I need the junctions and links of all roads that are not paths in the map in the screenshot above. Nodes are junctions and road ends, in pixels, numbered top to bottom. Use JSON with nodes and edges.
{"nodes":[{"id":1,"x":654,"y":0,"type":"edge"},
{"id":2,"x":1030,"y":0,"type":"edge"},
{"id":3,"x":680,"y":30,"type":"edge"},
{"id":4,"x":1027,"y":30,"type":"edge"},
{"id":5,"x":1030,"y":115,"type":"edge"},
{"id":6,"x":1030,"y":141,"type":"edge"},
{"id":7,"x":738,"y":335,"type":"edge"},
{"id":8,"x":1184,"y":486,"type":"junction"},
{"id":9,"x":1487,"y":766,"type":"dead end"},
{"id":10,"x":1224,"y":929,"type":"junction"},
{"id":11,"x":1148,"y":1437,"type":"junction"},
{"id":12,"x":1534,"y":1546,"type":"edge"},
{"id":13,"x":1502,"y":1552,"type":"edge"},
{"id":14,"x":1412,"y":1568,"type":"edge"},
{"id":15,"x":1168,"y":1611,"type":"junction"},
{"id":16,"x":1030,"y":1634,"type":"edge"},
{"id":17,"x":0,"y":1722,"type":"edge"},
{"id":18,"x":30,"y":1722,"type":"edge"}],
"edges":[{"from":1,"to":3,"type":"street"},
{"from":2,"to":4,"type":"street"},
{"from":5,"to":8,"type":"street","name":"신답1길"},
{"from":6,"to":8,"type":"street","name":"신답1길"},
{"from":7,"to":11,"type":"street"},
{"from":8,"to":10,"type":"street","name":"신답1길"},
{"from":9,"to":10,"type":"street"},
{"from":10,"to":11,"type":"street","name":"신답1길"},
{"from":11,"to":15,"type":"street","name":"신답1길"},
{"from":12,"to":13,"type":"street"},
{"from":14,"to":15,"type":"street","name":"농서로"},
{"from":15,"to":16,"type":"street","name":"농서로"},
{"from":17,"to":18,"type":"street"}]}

◆ ◆ ◆ ◆ ◆ ◆ ◆

=== Prompt ===
The entries above must be repeated word for word.

=== Answer for this exercise ===
I need the junctions and links of all roads that are not paths in the map in the screenshot above. Nodes are junctions and road ends, in pixels, numbered top to bottom. Use JSON with nodes and edges.
{"nodes":[{"id":1,"x":654,"y":0,"type":"edge"},
{"id":2,"x":1030,"y":0,"type":"edge"},
{"id":3,"x":680,"y":30,"type":"edge"},
{"id":4,"x":1027,"y":30,"type":"edge"},
{"id":5,"x":1030,"y":115,"type":"edge"},
{"id":6,"x":1030,"y":141,"type":"edge"},
{"id":7,"x":738,"y":335,"type":"edge"},
{"id":8,"x":1184,"y":486,"type":"junction"},
{"id":9,"x":1487,"y":766,"type":"dead end"},
{"id":10,"x":1224,"y":929,"type":"junction"},
{"id":11,"x":1148,"y":1437,"type":"junction"},
{"id":12,"x":1534,"y":1546,"type":"edge"},
{"id":13,"x":1502,"y":1552,"type":"edge"},
{"id":14,"x":1412,"y":1568,"type":"edge"},
{"id":15,"x":1168,"y":1611,"type":"junction"},
{"id":16,"x":1030,"y":1634,"type":"edge"},
{"id":17,"x":0,"y":1722,"type":"edge"},
{"id":18,"x":30,"y":1722,"type":"edge"}],
"edges":[{"from":1,"to":3,"type":"street"},
{"from":2,"to":4,"type":"street"},
{"from":5,"to":8,"type":"street","name":"신답1길"},
{"from":6,"to":8,"type":"street","name":"신답1길"},
{"from":7,"to":11,"type":"street"},
{"from":8,"to":10,"type":"street","name":"신답1길"},
{"from":9,"to":10,"type":"street"},
{"from":10,"to":11,"type":"street","name":"신답1길"},
{"from":11,"to":15,"type":"street","name":"신답1길"},
{"from":12,"to":13,"type":"street"},
{"from":14,"to":15,"type":"street","name":"농서로"},
{"from":15,"to":16,"type":"street","name":"농서로"},
{"from":17,"to":18,"type":"street"}]}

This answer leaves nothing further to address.